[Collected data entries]
════════

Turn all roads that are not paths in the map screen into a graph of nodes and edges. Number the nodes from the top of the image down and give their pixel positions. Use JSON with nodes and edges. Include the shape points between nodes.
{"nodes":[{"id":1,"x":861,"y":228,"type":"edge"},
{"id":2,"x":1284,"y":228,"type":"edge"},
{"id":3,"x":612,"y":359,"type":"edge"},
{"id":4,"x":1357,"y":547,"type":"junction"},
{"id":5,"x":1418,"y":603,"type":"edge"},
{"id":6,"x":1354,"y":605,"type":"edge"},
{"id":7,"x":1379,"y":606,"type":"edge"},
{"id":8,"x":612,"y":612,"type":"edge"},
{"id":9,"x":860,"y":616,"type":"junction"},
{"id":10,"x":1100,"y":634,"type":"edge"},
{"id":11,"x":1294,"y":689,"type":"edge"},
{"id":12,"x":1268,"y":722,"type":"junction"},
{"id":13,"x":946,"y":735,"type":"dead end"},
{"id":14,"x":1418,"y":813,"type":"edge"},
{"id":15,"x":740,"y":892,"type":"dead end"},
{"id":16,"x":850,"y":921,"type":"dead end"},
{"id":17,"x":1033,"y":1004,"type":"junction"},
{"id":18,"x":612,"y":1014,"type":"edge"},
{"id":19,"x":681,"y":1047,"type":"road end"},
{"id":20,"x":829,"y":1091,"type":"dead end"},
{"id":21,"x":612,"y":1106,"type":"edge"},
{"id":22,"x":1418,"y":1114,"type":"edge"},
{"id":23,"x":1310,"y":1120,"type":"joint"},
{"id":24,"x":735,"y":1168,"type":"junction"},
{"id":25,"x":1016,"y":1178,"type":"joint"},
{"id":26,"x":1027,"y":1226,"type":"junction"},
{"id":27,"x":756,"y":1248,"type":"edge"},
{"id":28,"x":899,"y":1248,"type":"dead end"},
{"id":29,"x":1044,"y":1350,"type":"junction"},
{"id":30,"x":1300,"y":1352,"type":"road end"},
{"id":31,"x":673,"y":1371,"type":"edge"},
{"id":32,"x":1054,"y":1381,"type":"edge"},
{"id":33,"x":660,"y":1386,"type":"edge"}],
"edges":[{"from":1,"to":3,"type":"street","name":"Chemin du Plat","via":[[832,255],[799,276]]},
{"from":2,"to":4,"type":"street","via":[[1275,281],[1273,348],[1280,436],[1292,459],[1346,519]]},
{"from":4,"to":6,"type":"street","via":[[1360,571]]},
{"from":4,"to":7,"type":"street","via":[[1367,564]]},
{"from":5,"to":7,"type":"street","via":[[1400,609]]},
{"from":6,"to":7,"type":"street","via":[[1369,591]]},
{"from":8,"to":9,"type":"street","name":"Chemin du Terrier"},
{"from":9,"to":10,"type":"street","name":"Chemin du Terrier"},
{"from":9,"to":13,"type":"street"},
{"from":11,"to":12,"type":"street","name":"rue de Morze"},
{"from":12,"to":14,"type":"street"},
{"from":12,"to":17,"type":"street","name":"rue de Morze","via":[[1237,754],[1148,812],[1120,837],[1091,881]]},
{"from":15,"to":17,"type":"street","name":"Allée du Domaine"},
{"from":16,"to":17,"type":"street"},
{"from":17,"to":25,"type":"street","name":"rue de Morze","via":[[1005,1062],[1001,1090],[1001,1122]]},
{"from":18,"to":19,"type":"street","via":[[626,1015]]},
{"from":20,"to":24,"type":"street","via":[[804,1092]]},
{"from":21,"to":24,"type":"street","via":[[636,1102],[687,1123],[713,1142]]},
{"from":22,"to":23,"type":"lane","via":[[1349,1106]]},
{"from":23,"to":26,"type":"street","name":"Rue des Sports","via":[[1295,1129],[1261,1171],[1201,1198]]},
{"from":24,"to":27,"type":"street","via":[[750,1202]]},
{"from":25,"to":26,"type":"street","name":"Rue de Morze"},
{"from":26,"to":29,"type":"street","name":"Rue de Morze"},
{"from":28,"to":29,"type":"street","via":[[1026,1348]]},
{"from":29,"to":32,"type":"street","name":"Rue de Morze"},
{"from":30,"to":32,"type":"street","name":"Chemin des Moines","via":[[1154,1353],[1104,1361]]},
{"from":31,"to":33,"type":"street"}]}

════════

Work instructions >>
Nothing may be omitted; retype every record exactly.

Result of the exercise >>
Turn all roads that are not paths in the map screen into a graph of nodes and edges. Number the nodes from the top of the image down and give their pixel positions. Use JSON with nodes and edges. Include the shape points between nodes.
{"nodes":[{"id":1,"x":861,"y":228,"type":"edge"},
{"id":2,"x":1284,"y":228,"type":"edge"},
{"id":3,"x":612,"y":359,"type":"edge"},
{"id":4,"x":1357,"y":547,"type":"junction"},
{"id":5,"x":1418,"y":603,"type":"edge"},
{"id":6,"x":1354,"y":605,"type":"edge"},
{"id":7,"x":1379,"y":606,"type":"edge"},
{"id":8,"x":612,"y":612,"type":"edge"},
{"id":9,"x":860,"y":616,"type":"junction"},
{"id":10,"x":1100,"y":634,"type":"edge"},
{"id":11,"x":1294,"y":689,"type":"edge"},
{"id":12,"x":1268,"y":722,"type":"junction"},
{"id":13,"x":946,"y":735,"type":"dead end"},
{"id":14,"x":1418,"y":813,"type":"edge"},
{"id":15,"x":740,"y":892,"type":"dead end"},
{"id":16,"x":850,"y":921,"type":"dead end"},
{"id":17,"x":1033,"y":1004,"type":"junction"},
{"id":18,"x":612,"y":1014,"type":"edge"},
{"id":19,"x":681,"y":1047,"type":"road end"},
{"id":20,"x":829,"y":1091,"type":"dead end"},
{"id":21,"x":612,"y":1106,"type":"edge"},
{"id":22,"x":1418,"y":1114,"type":"edge"},
{"id":23,"x":1310,"y":1120,"type":"joint"},
{"id":24,"x":735,"y":1168,"type":"junction"},
{"id":25,"x":1016,"y":1178,"type":"joint"},
{"id":26,"x":1027,"y":1226,"type":"junction"},
{"id":27,"x":756,"y":1248,"type":"edge"},
{"id":28,"x":899,"y":1248,"type":"dead end"},
{"id":29,"x":1044,"y":1350,"type":"junction"},
{"id":30,"x":1300,"y":1352,"type":"road end"},
{"id":31,"x":673,"y":1371,"type":"edge"},
{"id":32,"x":1054,"y":1381,"type":"edge"},
{"id":33,"x":660,"y":1386,"type":"edge"}],
"edges":[{"from":1,"to":3,"type":"street","name":"Chemin du Plat","via":[[832,255],[799,276]]},
{"from":2,"to":4,"type":"street","via":[[1275,281],[1273,348],[1280,436],[1292,459],[1346,519]]},
{"from":4,"to":6,"type":"street","via":[[1360,571]]},
{"from":4,"to":7,"type":"street","via":[[1367,564]]},
{"from":5,"to":7,"type":"street","via":[[1400,609]]},
{"from":6,"to":7,"type":"street","via":[[1369,591]]},
{"from":8,"to":9,"type":"street","name":"Chemin du Terrier"},
{"from":9,"to":10,"type":"street","name":"Chemin du Terrier"},
{"from":9,"to":13,"type":"street"},
{"from":11,"to":12,"type":"street","name":"rue de Morze"},
{"from":12,"to":14,"type":"street"},
{"from":12,"to":17,"type":"street","name":"rue de Morze","via":[[1237,754],[1148,812],[1120,837],[1091,881]]},
{"from":15,"to":17,"type":"street","name":"Allée du Domaine"},
{"from":16,"to":17,"type":"street"},
{"from":17,"to":25,"type":"street","name":"rue de Morze","via":[[1005,1062],[1001,1090],[1001,1122]]},
{"from":18,"to":19,"type":"street","via":[[626,1015]]},
{"from":20,"to":24,"type":"street","via":[[804,1092]]},
{"from":21,"to":24,"type":"street","via":[[636,1102],[687,1123],[713,1142]]},
{"from":22,"to":23,"type":"lane","via":[[1349,1106]]},
{"from":23,"to":26,"type":"street","name":"Rue des Sports","via":[[1295,1129],[1261,1171],[1201,1198]]},
{"from":24,"to":27,"type":"street","via":[[750,1202]]},
{"from":25,"to":26,"type":"street","name":"Rue de Morze"},
{"from":26,"to":29,"type":"street","name":"Rue de Morze"},
{"from":28,"to":29,"type":"street","via":[[1026,1348]]},
{"from":29,"to":32,"type":"street","name":"Rue de Morze"},
{"from":30,"to":32,"type":"street","name":"Chemin des Moines","via":[[1154,1353],[1104,1361]]},
{"from":31,"to":33,"type":"street"}]}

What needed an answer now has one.